May 20, 2020
It can’t be easy being a cannibal [Editor’s note: and you’d bloody well hope not!]. It just seems like a difficult diet choice to maintain logistically. Fortunately for Hoochooboo, he has a tribe happy to gather ingredients for him and feed his gluttonous appetite. Cannibal Cuisine sees you playing as one of these lackeys, and feeding your larger than life leader.
If you’ve played an Overcooked game, you’ll be pretty familiar with what to expect from Cannibal Cuisine. As a group of 1-4 players, you’ll be combining two ingredients and cooking them as fast as possible to your chunky overlord. The twist is that one of your food sources needs hunting first, and many tourists are harmed in the name of good eating.
Gathering body parts for the oven is as easy as running over to a crowd and mashing the attack button, but the tourists don’t go down without a fight. The combat isn’t exactly nuanced, and if you don’t heal regularly they’ll be some time consuming deaths. You’ll need to cook yourself some grub to keep yourself fighting fit, and trying to keep on top of all this under a time constraint is not easy. Hopefully you’ll have some buddies on hand to take some of the work load.
Having a team by your side and assigning tasks makes Cannibal Cuisine infinitely more enjoyable. The madness of rushing to make a Spicy Finger, passing each other ingredients and navigating the difficult terrain: it’s a lot to manage without good communication. Throughout it all there’ll be many a chuckle, and the potential for broken friendships when you tumble to your death with a kebab in hand.
Each level has an assortment of obstacles guaranteed to make your cooking more difficult. There are bottomless pits, shark infested waters, and even lava trying to keep you from earning Hoochooboo’s praise. Having to travel to a bounce platform to return to your cooking can make all the difference between a culinary delight and a lump of charcoal. The movement controls are a little imprecise, however, and sometimes I ended up tumbling to my doom when I was sure it was safe. With the added time pressure, it can be frustrating.
One way to navigate the pitfalls is with the dash ability; one of four skills that each character can choose to take into a level. There’s a stomp to help in combat, fire breath for cooking, and even a healing totem. Mixing all of these together can really help your score, and it’s fun trying to use them in tandem to maximise points.
So much of Cannibal Cuisine is based around working together, and because of this the single player mode is incredibly dull. Including the option to play solo at all feels pointless, as the stages are the same regardless of how many tribe-mates you bring with you.
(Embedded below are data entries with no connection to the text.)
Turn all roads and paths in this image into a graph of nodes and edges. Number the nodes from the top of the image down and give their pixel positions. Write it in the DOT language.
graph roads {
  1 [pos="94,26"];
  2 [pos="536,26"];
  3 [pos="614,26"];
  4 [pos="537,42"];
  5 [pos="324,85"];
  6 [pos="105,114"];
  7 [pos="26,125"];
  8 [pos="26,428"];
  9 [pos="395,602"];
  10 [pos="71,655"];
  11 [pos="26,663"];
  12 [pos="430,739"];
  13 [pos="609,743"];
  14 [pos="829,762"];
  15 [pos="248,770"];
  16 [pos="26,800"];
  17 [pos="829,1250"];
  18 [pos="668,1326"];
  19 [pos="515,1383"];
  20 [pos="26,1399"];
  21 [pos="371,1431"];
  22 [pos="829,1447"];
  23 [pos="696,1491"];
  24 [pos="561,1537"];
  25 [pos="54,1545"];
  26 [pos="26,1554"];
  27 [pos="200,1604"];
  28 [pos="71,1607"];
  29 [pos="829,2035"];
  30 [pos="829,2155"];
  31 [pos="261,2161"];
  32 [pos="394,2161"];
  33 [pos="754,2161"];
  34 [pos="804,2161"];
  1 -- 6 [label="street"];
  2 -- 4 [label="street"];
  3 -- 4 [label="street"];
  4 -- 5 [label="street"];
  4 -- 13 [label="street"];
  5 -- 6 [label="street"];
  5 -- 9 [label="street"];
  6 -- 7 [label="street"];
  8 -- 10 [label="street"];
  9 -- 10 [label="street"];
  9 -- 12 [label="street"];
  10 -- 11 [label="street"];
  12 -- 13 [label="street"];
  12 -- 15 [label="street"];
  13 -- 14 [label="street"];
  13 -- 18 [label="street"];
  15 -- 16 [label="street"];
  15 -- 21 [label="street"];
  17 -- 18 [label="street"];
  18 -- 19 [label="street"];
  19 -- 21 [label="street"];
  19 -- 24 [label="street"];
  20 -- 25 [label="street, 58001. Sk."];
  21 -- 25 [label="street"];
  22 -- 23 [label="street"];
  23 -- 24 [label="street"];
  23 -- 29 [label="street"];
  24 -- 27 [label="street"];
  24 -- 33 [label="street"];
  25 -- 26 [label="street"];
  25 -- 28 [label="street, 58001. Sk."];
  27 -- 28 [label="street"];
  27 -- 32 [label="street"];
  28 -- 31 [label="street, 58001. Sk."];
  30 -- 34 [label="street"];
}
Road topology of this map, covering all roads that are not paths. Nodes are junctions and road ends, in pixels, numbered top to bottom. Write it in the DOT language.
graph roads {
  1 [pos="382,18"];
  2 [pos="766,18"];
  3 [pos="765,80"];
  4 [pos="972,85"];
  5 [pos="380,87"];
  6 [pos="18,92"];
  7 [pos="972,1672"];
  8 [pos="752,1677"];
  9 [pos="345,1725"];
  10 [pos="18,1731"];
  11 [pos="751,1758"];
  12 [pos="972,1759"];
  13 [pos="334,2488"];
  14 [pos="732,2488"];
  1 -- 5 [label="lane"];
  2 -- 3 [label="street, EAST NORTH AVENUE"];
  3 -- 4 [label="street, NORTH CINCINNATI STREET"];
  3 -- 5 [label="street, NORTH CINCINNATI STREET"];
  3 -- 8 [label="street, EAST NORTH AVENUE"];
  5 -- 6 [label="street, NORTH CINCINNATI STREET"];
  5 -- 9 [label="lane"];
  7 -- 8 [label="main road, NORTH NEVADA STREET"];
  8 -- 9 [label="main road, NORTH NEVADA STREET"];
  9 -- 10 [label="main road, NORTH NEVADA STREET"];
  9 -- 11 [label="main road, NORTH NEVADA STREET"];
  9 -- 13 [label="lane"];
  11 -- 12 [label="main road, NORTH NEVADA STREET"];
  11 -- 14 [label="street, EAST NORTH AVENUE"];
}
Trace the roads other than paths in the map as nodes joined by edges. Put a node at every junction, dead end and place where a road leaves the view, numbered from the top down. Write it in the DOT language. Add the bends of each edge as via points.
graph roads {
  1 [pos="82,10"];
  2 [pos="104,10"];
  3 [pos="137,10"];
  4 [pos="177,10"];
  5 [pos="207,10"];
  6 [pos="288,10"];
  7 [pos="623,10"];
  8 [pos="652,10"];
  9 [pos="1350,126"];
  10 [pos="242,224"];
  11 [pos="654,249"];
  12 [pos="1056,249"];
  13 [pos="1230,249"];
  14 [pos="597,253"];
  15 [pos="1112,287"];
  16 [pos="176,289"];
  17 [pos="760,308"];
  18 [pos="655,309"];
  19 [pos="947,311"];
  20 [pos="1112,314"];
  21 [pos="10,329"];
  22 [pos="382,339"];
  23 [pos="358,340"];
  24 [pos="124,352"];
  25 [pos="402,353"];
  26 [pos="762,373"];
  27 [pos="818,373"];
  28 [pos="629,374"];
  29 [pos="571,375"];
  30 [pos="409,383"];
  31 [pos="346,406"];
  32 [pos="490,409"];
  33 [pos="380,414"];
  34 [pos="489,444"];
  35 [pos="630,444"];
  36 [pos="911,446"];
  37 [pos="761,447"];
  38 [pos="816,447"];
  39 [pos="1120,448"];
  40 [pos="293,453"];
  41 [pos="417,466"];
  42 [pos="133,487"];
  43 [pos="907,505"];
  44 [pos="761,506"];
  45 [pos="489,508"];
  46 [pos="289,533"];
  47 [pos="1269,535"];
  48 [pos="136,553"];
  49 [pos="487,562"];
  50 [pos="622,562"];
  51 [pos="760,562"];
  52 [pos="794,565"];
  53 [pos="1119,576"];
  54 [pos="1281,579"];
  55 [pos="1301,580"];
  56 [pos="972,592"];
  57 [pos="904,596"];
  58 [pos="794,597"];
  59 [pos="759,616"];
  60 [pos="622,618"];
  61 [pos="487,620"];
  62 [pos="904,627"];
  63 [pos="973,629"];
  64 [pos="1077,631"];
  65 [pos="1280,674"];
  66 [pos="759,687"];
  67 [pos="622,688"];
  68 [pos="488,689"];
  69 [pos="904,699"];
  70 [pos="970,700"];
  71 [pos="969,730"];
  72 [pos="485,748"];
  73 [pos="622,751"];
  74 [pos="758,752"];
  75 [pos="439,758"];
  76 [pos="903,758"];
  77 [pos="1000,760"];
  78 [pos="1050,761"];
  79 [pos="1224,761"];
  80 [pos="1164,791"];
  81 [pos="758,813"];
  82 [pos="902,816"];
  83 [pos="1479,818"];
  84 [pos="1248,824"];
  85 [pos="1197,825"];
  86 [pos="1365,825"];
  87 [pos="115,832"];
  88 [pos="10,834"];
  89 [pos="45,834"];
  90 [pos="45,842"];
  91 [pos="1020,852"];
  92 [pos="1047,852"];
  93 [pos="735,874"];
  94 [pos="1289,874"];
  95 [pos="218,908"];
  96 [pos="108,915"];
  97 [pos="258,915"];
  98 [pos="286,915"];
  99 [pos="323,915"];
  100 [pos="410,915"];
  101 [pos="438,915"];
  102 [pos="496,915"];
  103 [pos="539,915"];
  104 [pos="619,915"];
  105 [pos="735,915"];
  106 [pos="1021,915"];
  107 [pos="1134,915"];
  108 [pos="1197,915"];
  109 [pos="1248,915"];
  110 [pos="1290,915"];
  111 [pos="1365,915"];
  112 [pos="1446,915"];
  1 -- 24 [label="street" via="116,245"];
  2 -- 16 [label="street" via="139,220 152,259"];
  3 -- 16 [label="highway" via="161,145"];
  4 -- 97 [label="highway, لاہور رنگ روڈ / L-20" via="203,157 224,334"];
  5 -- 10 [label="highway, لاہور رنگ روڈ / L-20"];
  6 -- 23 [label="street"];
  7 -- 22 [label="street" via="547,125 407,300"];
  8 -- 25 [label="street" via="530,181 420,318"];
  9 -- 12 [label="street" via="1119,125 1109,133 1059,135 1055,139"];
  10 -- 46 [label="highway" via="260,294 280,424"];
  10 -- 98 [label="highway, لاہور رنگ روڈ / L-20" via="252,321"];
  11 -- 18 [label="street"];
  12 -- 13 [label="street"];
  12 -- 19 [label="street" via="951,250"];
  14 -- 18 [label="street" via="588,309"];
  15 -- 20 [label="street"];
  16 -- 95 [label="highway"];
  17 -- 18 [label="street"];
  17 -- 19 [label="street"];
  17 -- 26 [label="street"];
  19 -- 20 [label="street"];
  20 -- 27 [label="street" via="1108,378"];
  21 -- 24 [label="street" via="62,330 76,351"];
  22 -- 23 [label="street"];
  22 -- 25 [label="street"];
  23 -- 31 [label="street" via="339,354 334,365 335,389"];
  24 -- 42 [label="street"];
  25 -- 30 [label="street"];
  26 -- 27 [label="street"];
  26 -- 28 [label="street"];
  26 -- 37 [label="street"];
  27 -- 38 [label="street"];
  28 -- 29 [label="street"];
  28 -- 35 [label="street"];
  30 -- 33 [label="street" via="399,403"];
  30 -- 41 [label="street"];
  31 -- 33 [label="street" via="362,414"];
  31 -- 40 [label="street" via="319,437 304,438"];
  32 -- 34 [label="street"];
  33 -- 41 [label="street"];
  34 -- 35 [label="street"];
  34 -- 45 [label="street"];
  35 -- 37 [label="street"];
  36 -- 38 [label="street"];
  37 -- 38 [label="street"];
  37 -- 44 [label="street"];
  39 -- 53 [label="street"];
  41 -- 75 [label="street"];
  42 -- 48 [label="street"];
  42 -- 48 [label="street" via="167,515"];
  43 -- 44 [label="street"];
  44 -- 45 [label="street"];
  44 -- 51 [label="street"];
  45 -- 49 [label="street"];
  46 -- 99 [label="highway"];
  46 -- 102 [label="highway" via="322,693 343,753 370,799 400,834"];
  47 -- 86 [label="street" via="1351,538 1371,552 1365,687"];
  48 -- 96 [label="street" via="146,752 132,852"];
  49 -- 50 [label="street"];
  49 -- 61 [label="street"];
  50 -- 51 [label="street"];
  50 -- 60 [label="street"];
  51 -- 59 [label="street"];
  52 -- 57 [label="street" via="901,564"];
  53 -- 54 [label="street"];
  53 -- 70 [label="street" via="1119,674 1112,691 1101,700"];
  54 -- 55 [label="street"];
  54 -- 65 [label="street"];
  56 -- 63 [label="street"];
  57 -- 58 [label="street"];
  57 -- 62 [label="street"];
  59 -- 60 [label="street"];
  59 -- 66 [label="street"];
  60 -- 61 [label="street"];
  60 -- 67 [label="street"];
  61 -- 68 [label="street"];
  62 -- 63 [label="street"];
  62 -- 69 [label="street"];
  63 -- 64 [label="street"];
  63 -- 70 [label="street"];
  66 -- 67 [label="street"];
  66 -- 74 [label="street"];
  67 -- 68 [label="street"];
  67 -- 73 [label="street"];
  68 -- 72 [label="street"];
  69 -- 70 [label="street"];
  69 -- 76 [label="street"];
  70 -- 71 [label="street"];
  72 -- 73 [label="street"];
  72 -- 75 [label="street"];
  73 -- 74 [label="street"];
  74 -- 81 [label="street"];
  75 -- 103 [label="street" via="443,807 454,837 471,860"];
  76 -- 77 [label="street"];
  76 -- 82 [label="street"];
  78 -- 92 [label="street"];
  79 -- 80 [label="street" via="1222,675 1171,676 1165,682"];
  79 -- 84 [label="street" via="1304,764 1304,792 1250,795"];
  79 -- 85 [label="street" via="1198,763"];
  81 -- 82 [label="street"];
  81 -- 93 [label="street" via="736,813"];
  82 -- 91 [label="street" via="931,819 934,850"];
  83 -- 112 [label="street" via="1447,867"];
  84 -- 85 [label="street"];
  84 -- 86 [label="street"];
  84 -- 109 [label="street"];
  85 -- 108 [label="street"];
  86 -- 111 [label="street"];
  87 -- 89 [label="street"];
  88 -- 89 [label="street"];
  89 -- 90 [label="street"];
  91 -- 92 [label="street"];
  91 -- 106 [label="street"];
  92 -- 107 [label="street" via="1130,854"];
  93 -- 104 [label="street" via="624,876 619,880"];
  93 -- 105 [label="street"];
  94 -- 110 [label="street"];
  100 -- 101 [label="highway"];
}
Fortunately on Switch, it’s easy to pass a Joy-Con to a friend and bump up the numbers. With up to four players supported locally or with people on your friends list online, you’ll be cooking up a storm in no time. There’s no option to play with randoms online, so if you don’t have a pal with a copy of the game, local is your best bet.
As well as teaming up to cook for your master, there’s also a versus mode where two teams of up to two players can battle to get the high score. Some areas are off limits to enemy teams, but there’s still the opportunity for a lot of mayhem when you steal someone’s ingredient from under them. With four stages to choose from, it’s a nice distraction from the main game.
Throughout my time with Cannibal Cuisine, I just couldn’t quite shake the feeling that it doesn’t do anything better than the Overcooked series, and yet feels incredibly similar to play. There aren’t as many opportunities for chaos in the environment, and the controls are just a little too loose for my liking. The cannibal spin on the genre doesn’t change the gameplay enough to truly set it apart from other games.
Cannibal Cuisine is great fun with friends, but imprecise controls and a lack of innovation make it hard to recommend over similar games. There’s certainly a novelty to putting a full arm on the stove, and the chaos is entertaining, but there are just better options out there for co-op cooking.
Chaotic fun with friends
Different skills make teamwork more enjoyable
Very novel concept
Controls aren't precise enough
Single player isn't even slightly fun
There are more entertaining games that are very similar
It's an absolute blast with friends, but dodgy controls and a lack of new ideas struggle to help Cannibal Cuisine stand out in the genre.